Windows 10 Latest Updates and Reviews: Business Customers Preview available and Consumer Preview to be launched on January
With the flaws of the Windows 8.xx, we are hoping that Microsoft will patch up these consumer-facing flaws with the release of Windows 10 and bring enterprise customers into the modern era of computing. Tech gurus are claiming that Windows 10 is the most audacious software project ever attempted.
Recently, there was a Windows 10 preview and is a small, and tailored set of new codes, but there are more to come. In this release are desktop-focused features for business customers and a consumer preview will be launched in January.
According to Alex Wilhelm of Techcrunch, Windows 10 is a desktop-focused Windows build that contains much that is traditional, but in an updated fashion, while placing power-user tools next to consumer-apps and services.
Here is what Alex Wilhelm reviews on the upcoming Windows 10:
"When I first fired up the preview, my Start Menu had live tiles next to a static Notepad icon, resting next to an refreshed File Explorer icon, both under a Metro PC Settings icon, and all three under a Pictures icon which might be sourced from Vista.
The preview feels like that quite often: A blend of old, updated old, and new. And, surprisingly, it somewhat works.

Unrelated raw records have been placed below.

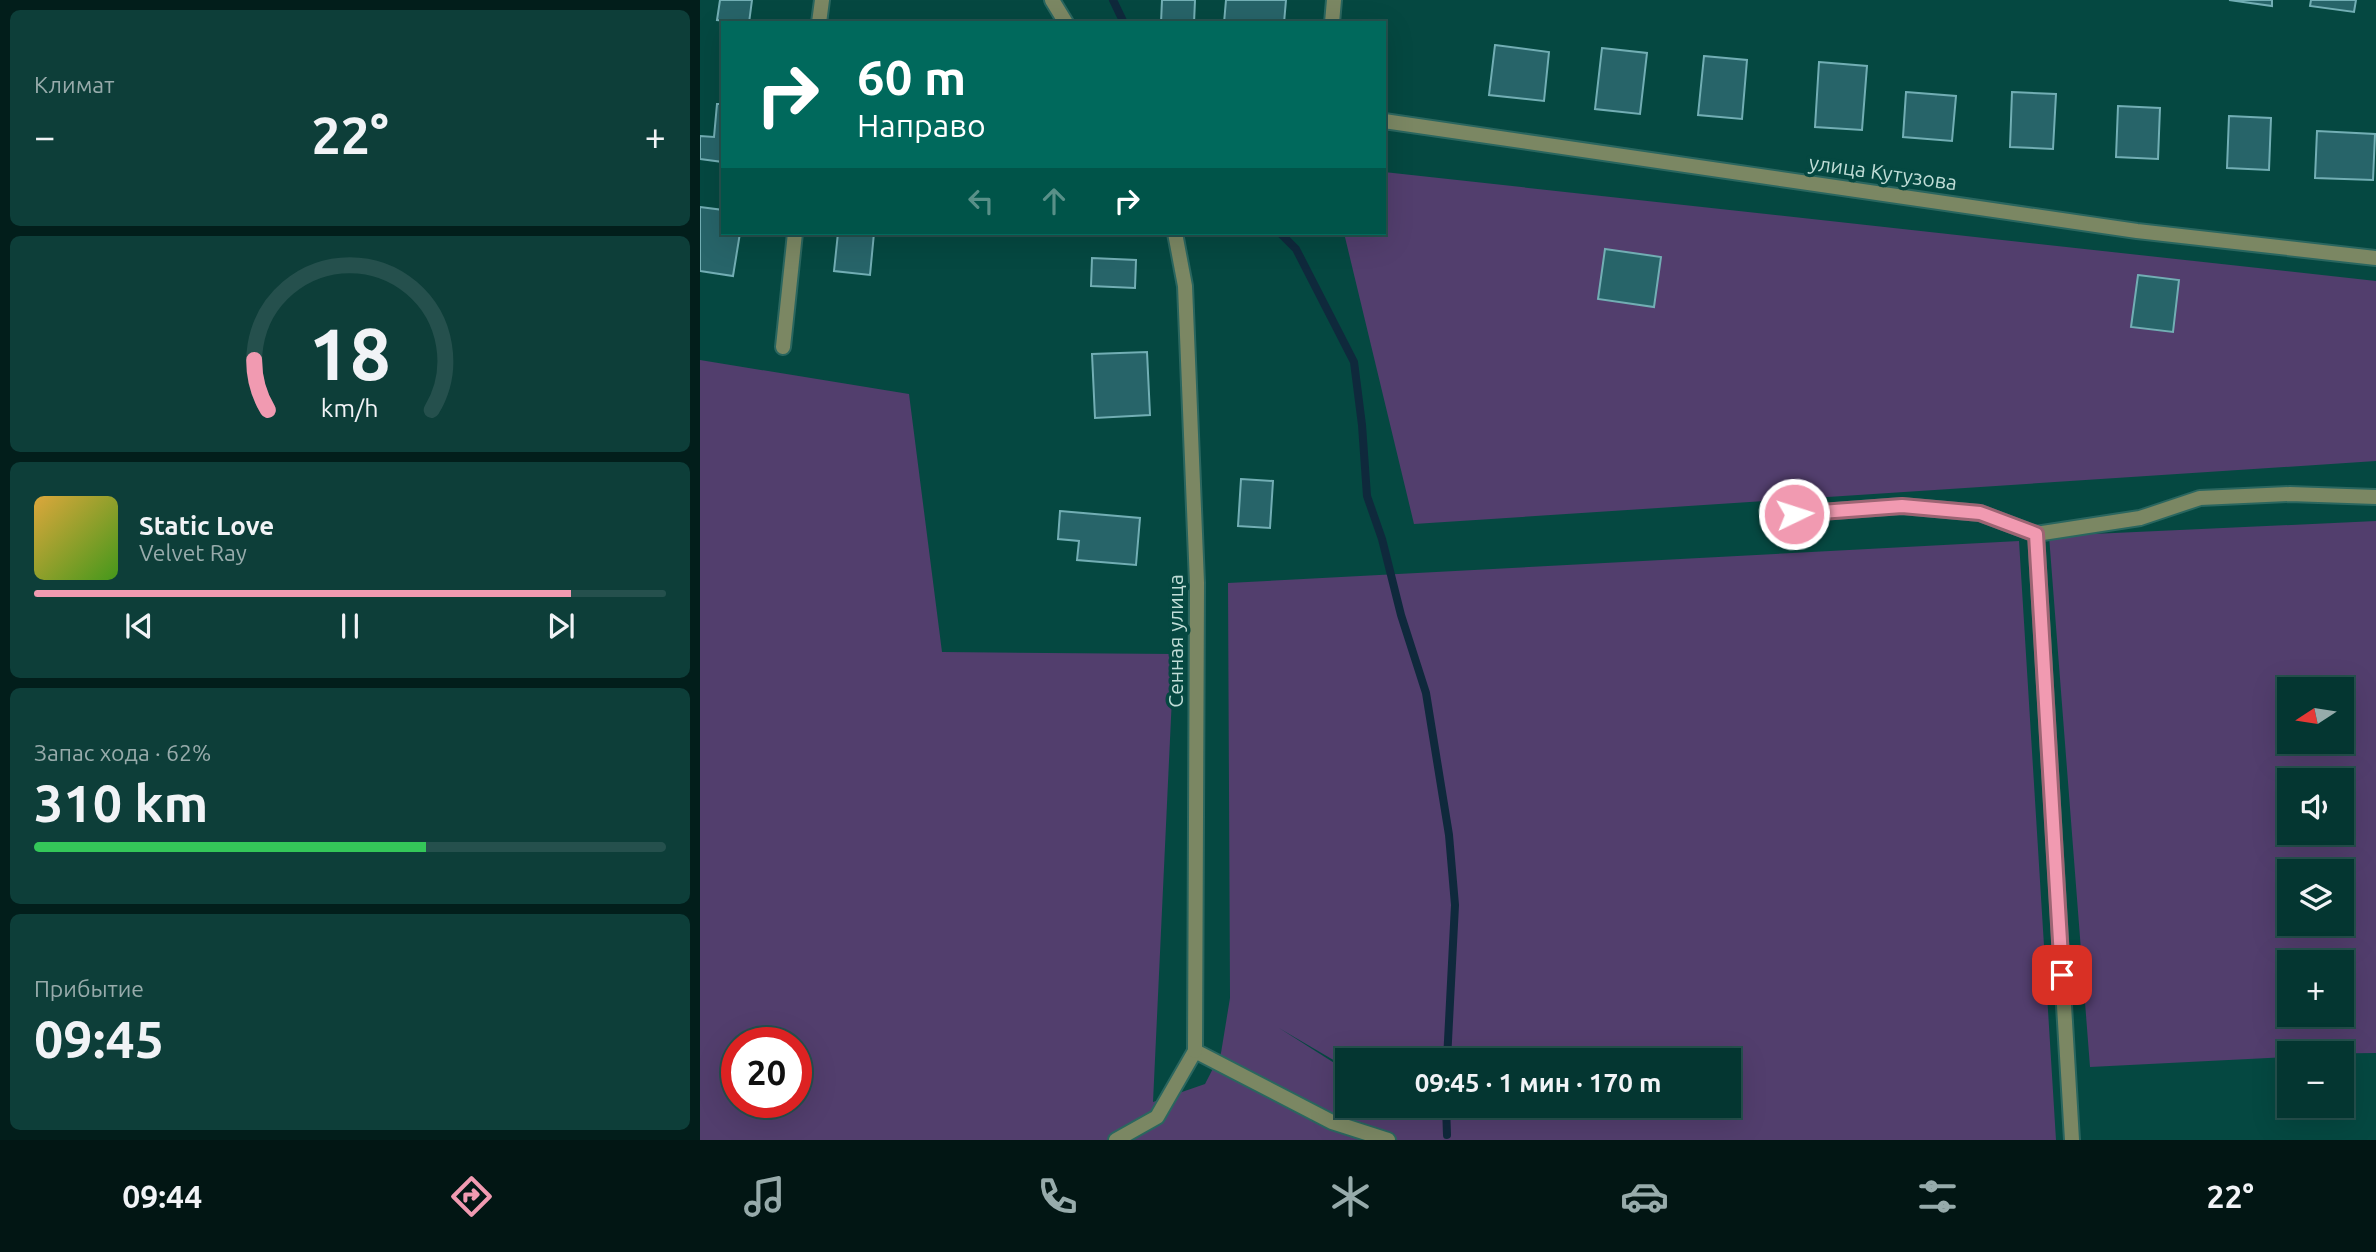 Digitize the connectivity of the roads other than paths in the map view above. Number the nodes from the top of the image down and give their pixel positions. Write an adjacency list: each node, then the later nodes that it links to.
1 (822, 0): 4 (street)
2 (1052, 0): 5 (street)
3 (1334, 0): 6 (street)
4 (819, 21)
5 (1065, 21)
6 (1332, 21)
7 (1386, 121): 10 (street, улица Кутузова)
8 (796, 235): 11 (street)
9 (1175, 235): 15 (street, Сенная улица)
10 (2376, 258)
11 (783, 347)
12 (2376, 497): 14 (street)
13 (1794, 514): 14 (street)
14 (2036, 534): 18 (street)
15 (1195, 1051): 16 (street); 17 (street)
16 (1116, 1140)
17 (1388, 1140)
18 (2072, 1140) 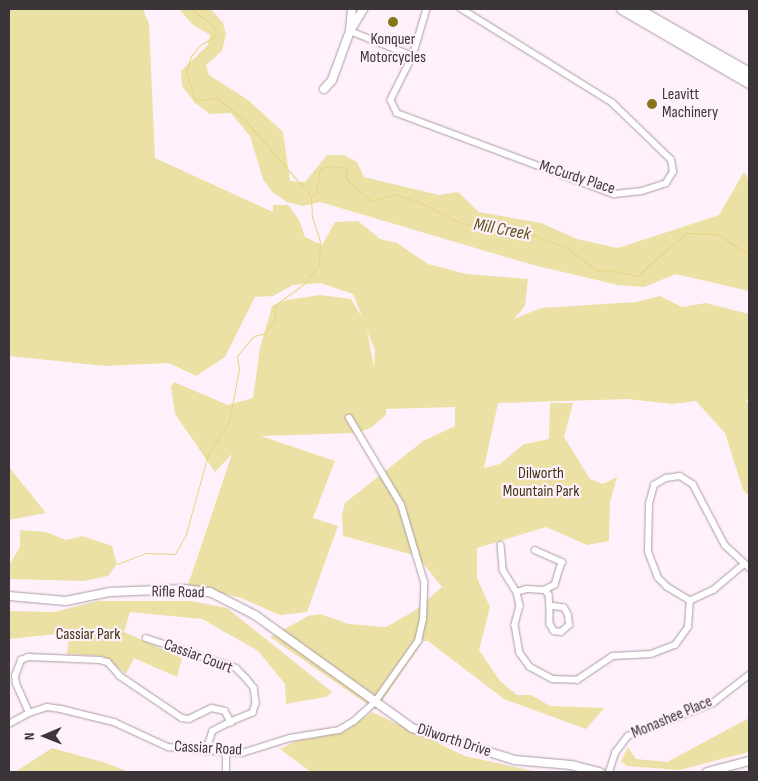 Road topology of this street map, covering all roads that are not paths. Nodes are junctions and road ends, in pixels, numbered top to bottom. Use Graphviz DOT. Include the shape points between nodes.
graph roads {
  1 [pos="352,9"];
  2 [pos="363,9"];
  3 [pos="427,9"];
  4 [pos="461,9"];
  5 [pos="622,9"];
  6 [pos="637,9"];
  7 [pos="350,31"];
  8 [pos="413,56"];
  9 [pos="749,73"];
  10 [pos="749,83"];
  11 [pos="324,89"];
  12 [pos="349,418"];
  13 [pos="500,545"];
  14 [pos="535,550"];
  15 [pos="747,565"];
  16 [pos="545,590"];
  17 [pos="518,592"];
  18 [pos="9,596"];
  19 [pos="690,601"];
  20 [pos="550,606"];
  21 [pos="146,638"];
  22 [pos="749,674"];
  23 [pos="375,702"];
  24 [pos="29,713"];
  25 [pos="232,722"];
  26 [pos="9,724"];
  27 [pos="206,751"];
  28 [pos="226,753"];
  29 [pos="749,761"];
  30 [pos="226,772"];
  31 [pos="600,772"];
  32 [pos="609,772"];
  33 [pos="707,772"];
  1 -- 7 [label="street"];
  2 -- 7 [label="street" via="361,18"];
  3 -- 8 [label="street, McCurdy Place"];
  4 -- 8 [label="street, McCurdy Place" via="612,103 671,160 673,172 666,183 642,191 614,194 400,116 394,111 391,100"];
  5 -- 10 [label="highway"];
  6 -- 9 [label="highway"];
  7 -- 8 [label="street"];
  7 -- 11 [label="street" via="332,80"];
  12 -- 23 [label="street, Cassiar Road" via="401,505 424,582 423,620 418,641"];
  13 -- 17 [label="street" via="503,570"];
  14 -- 16 [label="street" via="562,562 555,585"];
  15 -- 19 [label="street" via="714,590"];
  15 -- 19 [label="street" via="725,546 693,484 680,476 666,478 654,485 649,504 648,552 658,578 680,598"];
  16 -- 17 [label="street"];
  16 -- 20 [label="street"];
  17 -- 19 [label="street" via="520,606 516,641 520,653 540,674 568,682 577,680 613,656 651,654 675,645 688,626"];
  18 -- 23 [label="street, Rifle Road" via="66,601 110,592 184,589 210,592 255,615"];
  20 -- 20 [label="street" via="550,624 554,631 561,632 569,625 568,615 564,608"];
  21 -- 25 [label="street, Cassiar Court" via="236,668 254,688 256,702 253,713"];
  22 -- 32 [label="street, Monashee Place" via="713,703 628,736 615,753"];
  23 -- 28 [label="street, Cassiar Road" via="354,722 339,730 290,738 242,753"];
  23 -- 31 [label="street, Dilworth Drive" via="412,728 445,740 515,760 571,765"];
  24 -- 25 [label="street" via="16,684 15,676 21,660 28,657 100,660 108,662 120,676 182,718 189,719 219,707"];
  24 -- 26 [label="street, Cassiar Road"];
  24 -- 27 [label="street, Cassiar Road" via="47,707 61,709 114,722 168,747"];
  25 -- 27 [label="street" via="213,731"];
  27 -- 28 [label="street, Cassiar Road"];
  28 -- 30 [label="street"];
  29 -- 33 [label="street"];
}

There is plenty that works, like metro apps and desktop apps sharing space in the zoomed out modes There are two: Traditional Alt Tabbing, and Task view.
Here we find more tension: If you click on the Task view button, you see icons for open apps, similar to Alt Tab, and, below, your multiple desktops. And if you hit Windows Tab, you get the same thing. But if you hit Alt Tab, you get just the icons, and no virtual desktops. Why have two separate but very similar interface elements, and why have three ways to access them? I can understand having one for touch, and one for keyboard, but three is confusing.
There were three things I was most excited about playing with in the preview: The Start Menu, metro apps on the desktop, and how Microsoft would fuse the Start Screen with the new user interface pieces.
The chiste, however, was on me, because Microsoft forces you to choose either Start Menu or Start Screen in the preview. You can in fact turn off the Start Menu, if you are willing to log out. But once you have selected the Start Screen, you can't access the Start Menu.
The downside is that the goo that will link the Start Screen, and the desktop environment is occluded. So we can't see from this preview how well the Start Menu will integrate with the Start Screen itself. And thus we can only judge what we have from a desktop perspective.
It's almost as if Microsoft planned it that way.
I will say that the Start Menu is competent, and in keeping with my expectations. As are metro apps on the desktop. And the Start Menu appears to be the same, so I suppose I am content there as well.
It's going to be a very busy 250 to 300 days in the Windows world."